COVID-19

2020 Businesspeople of the Year: Southold Pharmacy

One thing that makes Marguerite Schondebare’s blood boil is hearing someone talk about making a visit to a CVS, a Rite Aid or any other big-box store for pharmaceuticals. She has her reasons.

Those reasons extend beyond supporting local businesses as opposed to a chain. Ms. Schondebare, 74, has lived in Southold for almost 50 years and has been a Southold Pharmacy customer since 1973. Southold Pharmacy has won her loyal support with its friendly customer service that some say goes above and beyond the call of duty. She can tell stories like how one of the pharmacy’s owners, Paulette Ofrias, went out of her way to do research and found a way for Ms. Schondebare to obtain her medication at half the price. But what really struck Ms. Schondebare were the unexpected — but greatly appreciated — phone calls she received from the pharmacy after she had a knee replacement in 2017.

“They would call me up daily to see if there was anything I needed,” she said. “I thought that was so amazing. I was so shocked. You would expect that from your church maybe, but not from your pharmacy. That meant a lot to me.”

That’s the sort of service with a personal touch that has earned Southold Pharmacy a place in the hearts of its customers. Southold Pharmacy had long been known for such things as making free deliveries to North Fork customers (even special after-hours deliveries) and keeping the store open for customers expected to arrive after closing time. It’s the sort of service big-box stores don’t (and can’t) offer because of their scale.

Being an independent, small-town pharmacy, Southold Pharmacy operates differently to meet the needs of its customers, who are also its neighbors. When COVID-19 hit, Southold Pharmacy answered the call. It has remained open for business throughout the pandemic. In recognition, it has been named The Suffolk Times’ Business of the Year for 2020.

The pharmacy, founded in 1963 by Donald Scott and William Verme, has adjusted and changed with the times. In the year of COVID-19, it provided curbside pickup, was quick to establish health and safety protocols and, perhaps most importantly, remained open.

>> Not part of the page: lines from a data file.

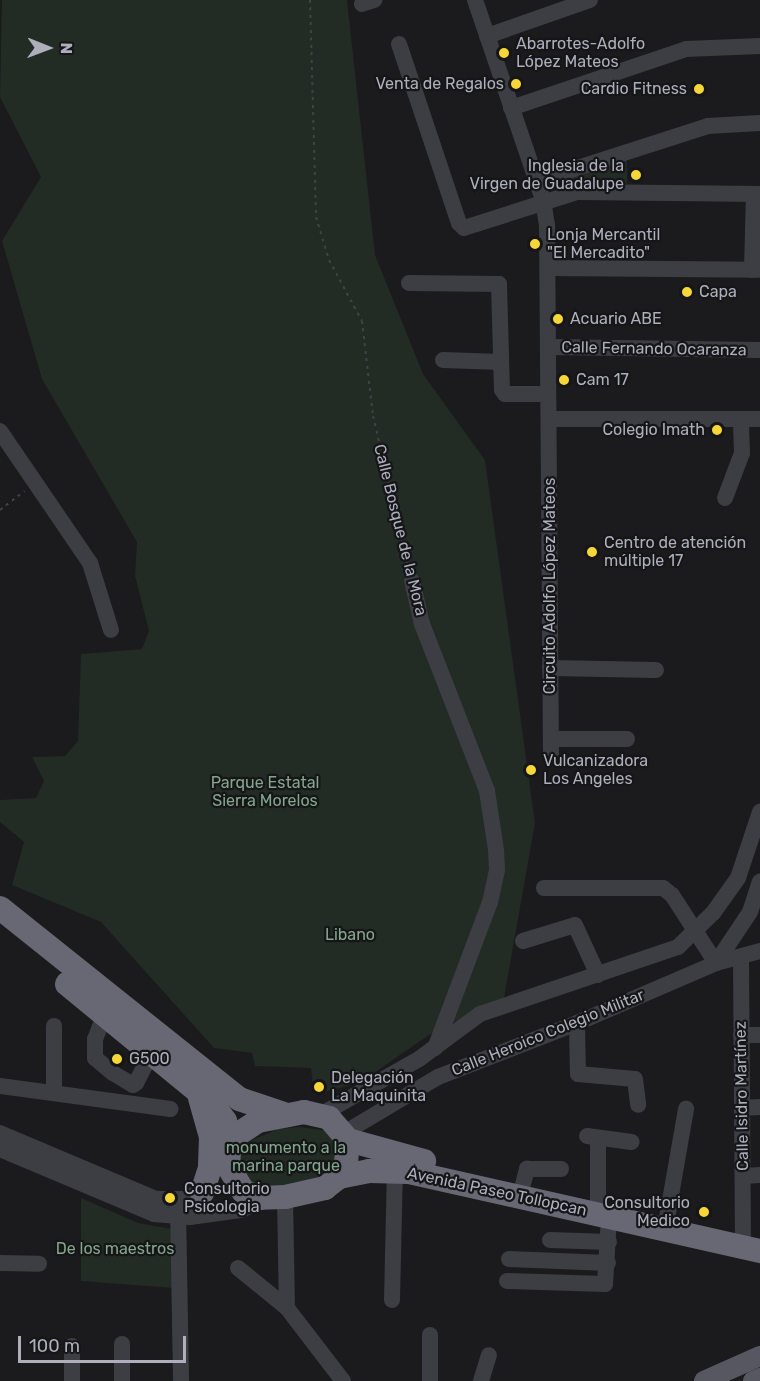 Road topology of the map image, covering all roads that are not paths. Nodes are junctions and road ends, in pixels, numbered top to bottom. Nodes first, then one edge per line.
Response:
1 (475, 0) edge
2 (590, 0) edge
3 (487, 36) junction
4 (399, 44) dead end
5 (760, 46) edge
6 (511, 108) junction
7 (760, 123) edge
8 (537, 180) junction
9 (757, 194) edge
10 (543, 200) junction
11 (549, 268) junction
12 (756, 270) edge
13 (409, 282) dead end
14 (549, 347) junction
15 (760, 350) edge
16 (443, 360) dead end
17 (501, 362) junction
18 (549, 394) junction
19 (549, 419) junction
20 (741, 419) junction
21 (760, 419) edge
22 (0, 431) edge
23 (725, 498) dead end
24 (412, 581) road end
25 (111, 630) dead end
26 (550, 668) junction
27 (656, 670) dead end
28 (627, 739) dead end
29 (760, 812) edge
30 (738, 878) junction
31 (760, 882) edge
32 (544, 888) dead end
33 (757, 906) edge
34 (0, 908) edge
35 (0, 929) edge
36 (695, 932) junction
37 (523, 941) dead end
38 (760, 951) edge
39 (741, 957) junction
40 (716, 963) junction
41 (598, 975) junction
42 (104, 1016) junction
43 (577, 1023) junction
44 (54, 1026) dead end
45 (741, 1035) junction
46 (760, 1035) edge
47 (435, 1048) junction
48 (152, 1053) junction
49 (0, 1086) edge
50 (196, 1087) junction
51 (54, 1094) junction
52 (638, 1105) dead end
53 (760, 1107) edge
54 (742, 1108) junction
55 (170, 1109) dead end
56 (686, 1109) dead end
57 (322, 1114) junction
58 (287, 1115) junction
59 (0, 1133) edge
60 (346, 1136) junction
61 (632, 1142) dead end
62 (0, 1149) edge
63 (230, 1151) junction
64 (561, 1168) dead end
65 (395, 1170) junction
66 (760, 1175) edge
67 (742, 1176) junction
68 (339, 1177) junction
69 (523, 1184) junction
70 (202, 1192) junction
71 (276, 1198) junction
72 (176, 1200) junction
73 (603, 1209) junction
74 (180, 1217) junction
75 (667, 1218) junction
76 (550, 1240) dead end
77 (609, 1242) junction
78 (754, 1242) edge
79 (509, 1259) dead end
80 (0, 1263) edge
81 (608, 1263) junction
82 (39, 1264) dead end
83 (238, 1268) dead end
84 (507, 1281) dead end
85 (392, 1300) dead end
86 (287, 1308) junction
87 (430, 1335) dead end
88 (122, 1344) dead end
89 (72, 1346) dead end
90 (489, 1355) dead end
91 (760, 1356) edge
92 (760, 1378) edge
93 (72, 1381) edge
94 (122, 1381) edge
95 (181, 1381) edge
96 (342, 1381) edge
97 (429, 1381) edge
98 (481, 1381) edge
99 (704, 1381) edge
100 (753, 1381) edge

1 - 3 street, Circuito Adolfo López Mateos
2 - 3 street
3 - 6 street, Circuito Adolfo López Mateos
4 - 10 street
5 - 6 street
6 - 8 street, Circuito Adolfo López Mateos
7 - 8 street
8 - 10 street, Circuito Adolfo López Mateos
9 - 10 street
9 - 12 street
10 - 11 street, Circuito Adolfo López Mateos
11 - 12 street
11 - 14 street, Circuito Adolfo López Mateos
13 - 17 street
14 - 15 street, Calle Fernando Ocaranza
14 - 18 street, Circuito Adolfo López Mateos
16 - 17 street
17 - 18 street
18 - 19 street, Circuito Adolfo López Mateos
19 - 20 street
19 - 26 street, Circuito Adolfo López Mateos
20 - 21 street
20 - 23 street
22 - 25 street
24 - 47 street, Calle Bosque de la Mora
26 - 27 street
26 - 28 street, Circuito Adolfo López Mateos
29 - 30 street
30 - 33 street
30 - 36 street, Calle Heroico Colegio Militar
31 - 33 street
32 - 36 street
33 - 40 street
34 - 58 highway
35 - 42 highway
36 - 40 street
36 - 41 street, Calle Heroico Colegio Militar
37 - 41 street
38 - 39 street, Calle Heroico Colegio Militar
39 - 40 street, Calle Heroico Colegio Militar
39 - 45 street, Calle Isidro Martínez
40 - 43 street, Calle Heroico Colegio Militar
41 - 47 street, Calle Heroico Colegio Militar
42 - 48 highway
42 - 48 street
43 - 52 street
43 - 60 street, Calle Heroico Colegio Militar
44 - 51 street
45 - 46 street
45 - 54 street, Calle Isidro Martínez
47 - 57 street, Calle Heroico Colegio Militar
48 - 50 highway
49 - 51 street
50 - 63 highway
50 - 70 highway
51 - 55 street
53 - 54 street
54 - 67 street, Calle Isidro Martínez
56 - 75 street
57 - 58 highway
57 - 60 highway
58 - 63 highway
59 - 72 street
60 - 68 highway
60 - 69 highway, Avenida Paseo Tollopcan
61 - 73 street
62 - 74 street
63 - 70 street
63 - 71 highway
64 - 69 street
65 - 68 highway, Avenida Paseo Tollopcan
65 - 73 highway, Avenida Paseo Tollopcan
65 - 85 street
66 - 67 street
67 - 78 street, Calle Isidro Martínez
68 - 71 highway
69 - 73 highway, Avenida Paseo Tollopcan
70 - 72 street
71 - 74 street
71 - 86 street
72 - 74 street
73 - 75 highway, Avenida Paseo Tollopcan
73 - 77 street
73 - 78 highway, Avenida Paseo Tollopcan
74 - 95 street
75 - 78 highway, Avenida Paseo Tollopcan
76 - 77 street
77 - 81 street
79 - 81 street
80 - 82 street
81 - 84 street
83 - 86 street
86 - 96 street
87 - 97 street
88 - 94 street
89 - 93 street
90 - 98 street
91 - 99 main road
92 - 100 main road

“My employees came to work, which I will forever be grateful to them for,” said Ms. Ofrias, who owns Southold Pharmacy along with her sister, Suzanne Fujita, and Suzanne’s husband, David Fujita. Ms. Ofrias, her husband, Greg, and Ms. Fujita own Shelter Island Heights Pharmacy.

To customers and the staff at Southold Pharmacy, which numbers about 25 employees, it is a special place, an institution deeply embedded in the community.

“The difference is how we treat our customers — or we call them our patients — and what we do for them every day on a daily basis because we actually do care,” supervising pharmacist Ginny Corazzini said. “We don’t consider anybody a number. We know our customers by their first names.”

Sales clerk Irene Sledjeski said, “We care about the people that we service and try to do more, a little step above, to shine out a little bit.”

Nothing, though, could have prepared the pharmacy for the pandemic. Brian Walker, the store’s general manager for 22 years, had three objectives back in March: Keep the employees safe, keep the customers safe and keep the doors open.

“We sanitized the door handles,” he said. “We sanitized the pens that customers signed credit cards with, the signature tablets for the prescriptions, but instead of doing it every so often, we did it with every customer. We started with the masks right away.”

More vulnerable older staff members were given time off and young employees picked up extra shifts. Through it all, Mr. Walker said, he has received minimal requests for time off. “People want to work,” he said. “They realize that they’re doing something important and they want to be part of it. They don’t want to be on the sidelines. It’s moving. It gets me emotional sometimes.”

Mr. Scott worked at the pharmacy until his death in 2012. What would he think about how the pharmacy has performed during these trying times?

Said Ms. Sledjeski, “I think he’s probably looking down on us and being pretty proud.”